» **Exercise**
If a line in the entries contains the word "road", list it.

» **Listed records**
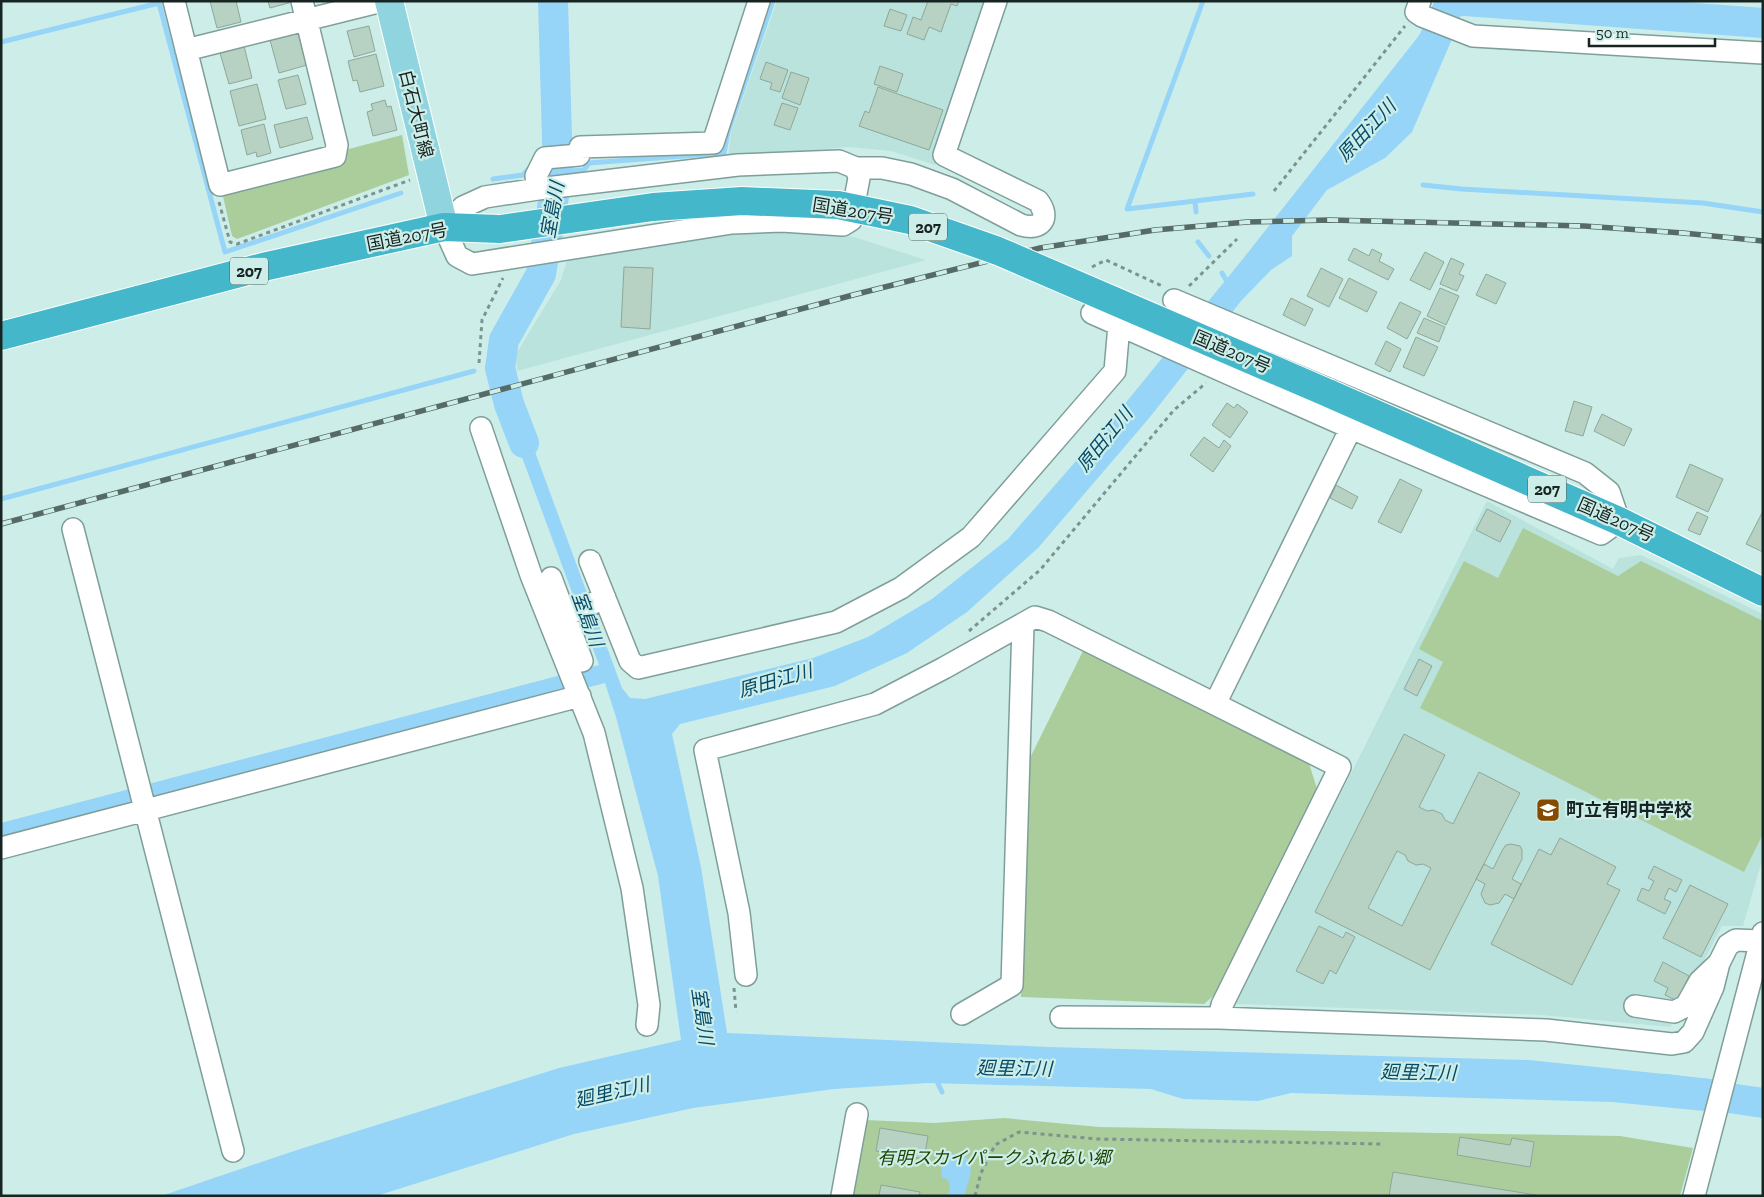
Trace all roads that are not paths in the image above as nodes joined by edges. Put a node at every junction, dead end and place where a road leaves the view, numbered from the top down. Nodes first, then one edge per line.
1 (174, 1) edge
2 (382, 1) edge
3 (388, 1) edge
4 (759, 1) edge
5 (996, 1) edge
6 (1419, 10) edge
7 (304, 11) edge
8 (186, 50) junction
9 (1763, 54) edge
10 (856, 168) junction
11 (538, 189) junction
12 (444, 227) junction
13 (1168, 293) road end
14 (1092, 313) dead end
15 (1119, 324) junction
16 (2, 333) edge
17 (481, 428) dead end
18 (1351, 428) junction
19 (1619, 521) junction
20 (73, 529) dead end
21 (590, 561) dead end
22 (551, 578) dead end
23 (1762, 591) edge
24 (605, 598) junction
25 (564, 616) junction
26 (1022, 625) junction
27 (576, 667) junction
28 (586, 693) junction
29 (1215, 704) junction
30 (145, 810) junction
31 (1, 848) edge
32 (1762, 937) edge
33 (1719, 963) junction
34 (746, 975) dead end
35 (1635, 1006) dead end
36 (962, 1014) dead end
37 (1061, 1017) dead end
38 (1219, 1018) junction
39 (647, 1025) dead end
40 (856, 1114) dead end
41 (233, 1151) dead end
42 (842, 1196) edge
43 (1694, 1196) edge

1 - 8 street
2 - 7 street
3 - 12 main road, 白石大町線
4 - 11 street
5 - 10 street
6 - 9 street
7 - 8 street
7 - 8 street
10 - 11 street
10 - 12 street
11 - 12 street
12 - 16 highway, 国道207号 / 207
12 - 19 highway, 国道207号 / 207, bridge
13 - 19 street
14 - 15 street
15 - 18 street
15 - 24 street
17 - 27 street
18 - 19 street
18 - 29 street
19 - 23 highway, 国道207号 / 207
20 - 30 street
21 - 24 street
22 - 25 street
24 - 25 street
25 - 27 street
26 - 29 street
26 - 34 street
26 - 36 street
27 - 28 street
28 - 30 street
28 - 39 street
29 - 38 street
30 - 31 street
30 - 41 street
32 - 33 street
32 - 43 street
33 - 35 street
33 - 38 street
37 - 38 street
40 - 42 street

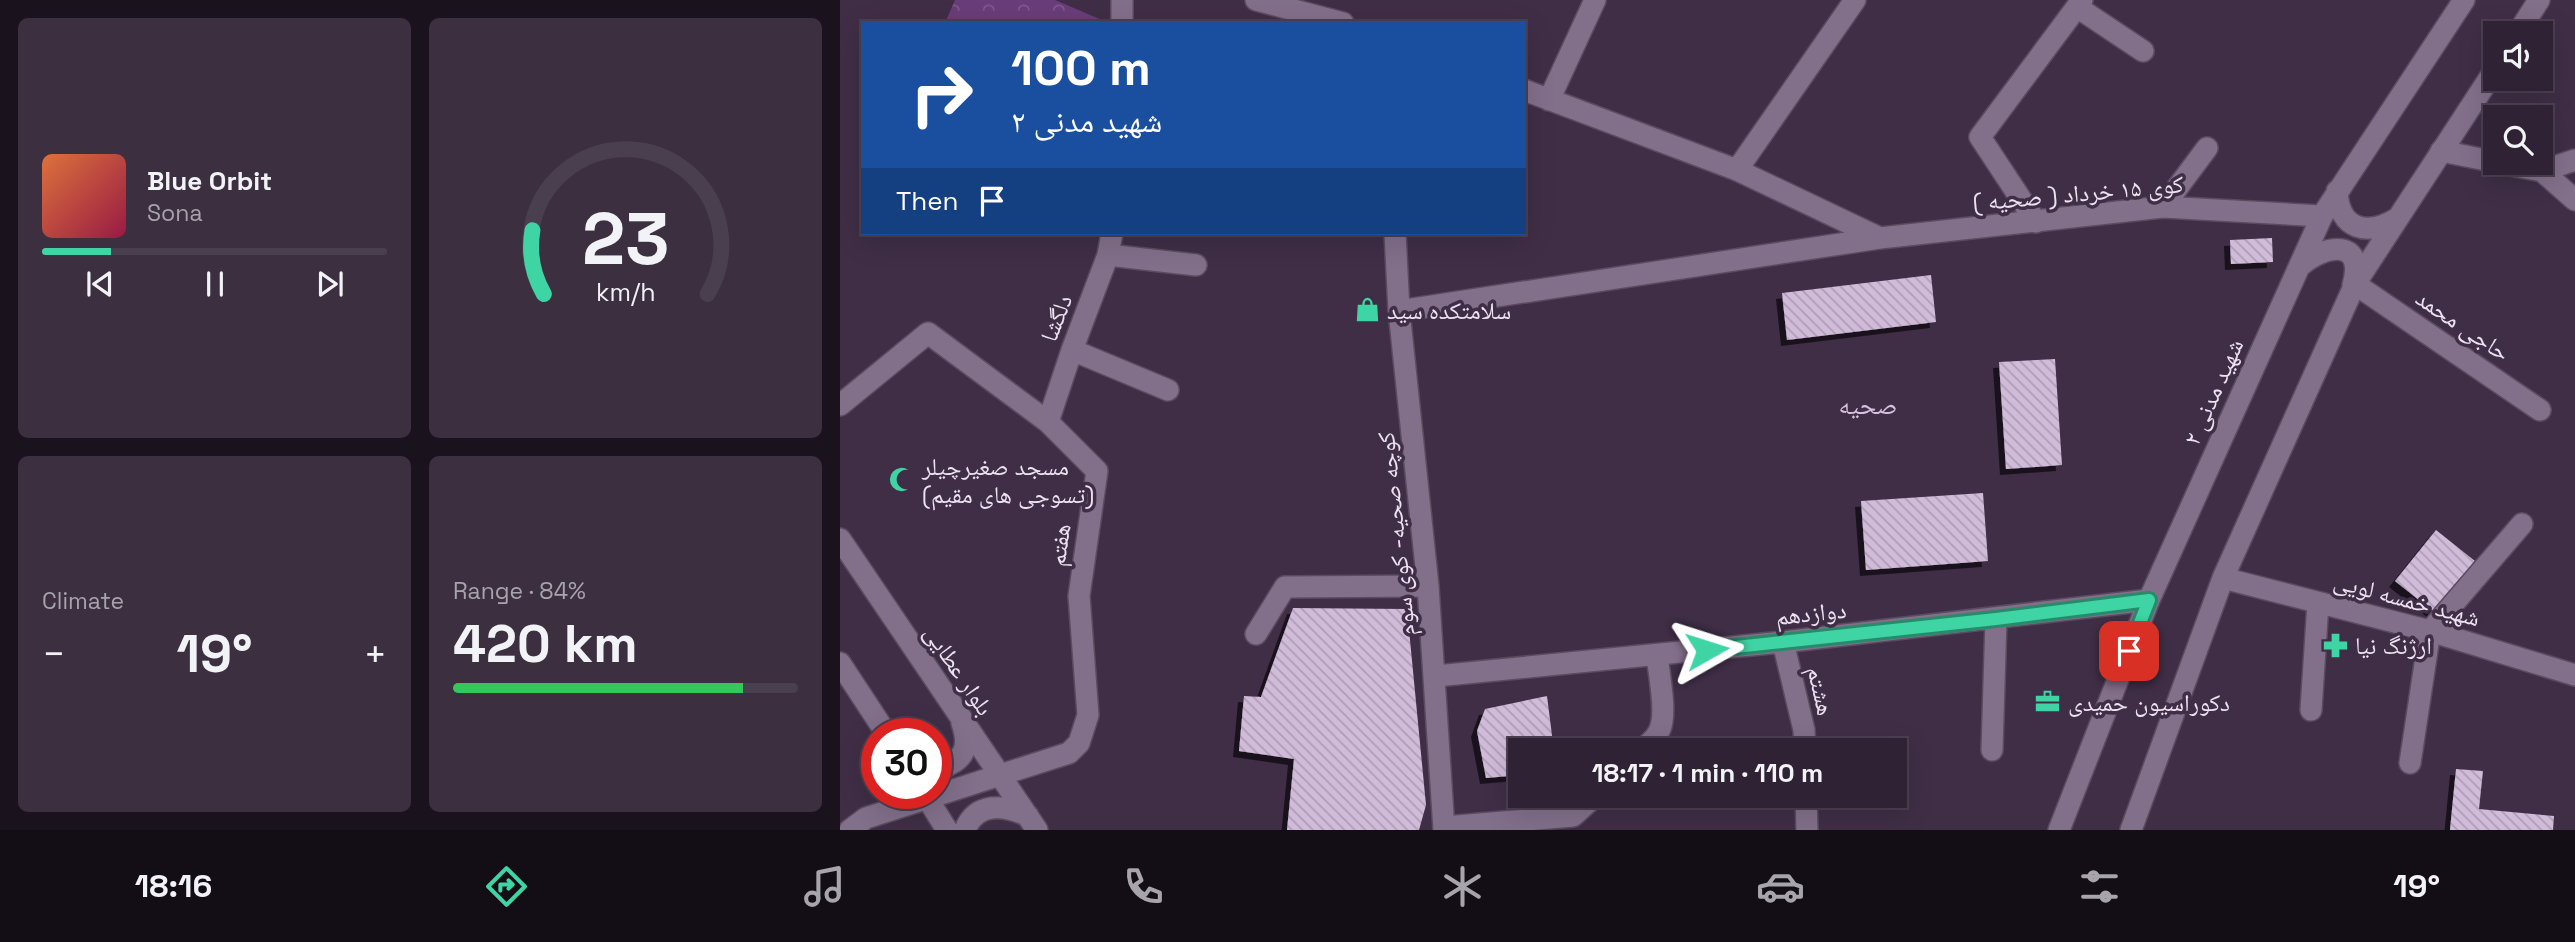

» **Expected answer**
Trace all roads that are not paths in the image above as nodes joined by edges. Put a node at every junction, dead end and place where a road leaves the view, numbered from the top down. Nodes first, then one edge per line.
13 (1168, 293) road end
3 - 12 main road, 白石大町線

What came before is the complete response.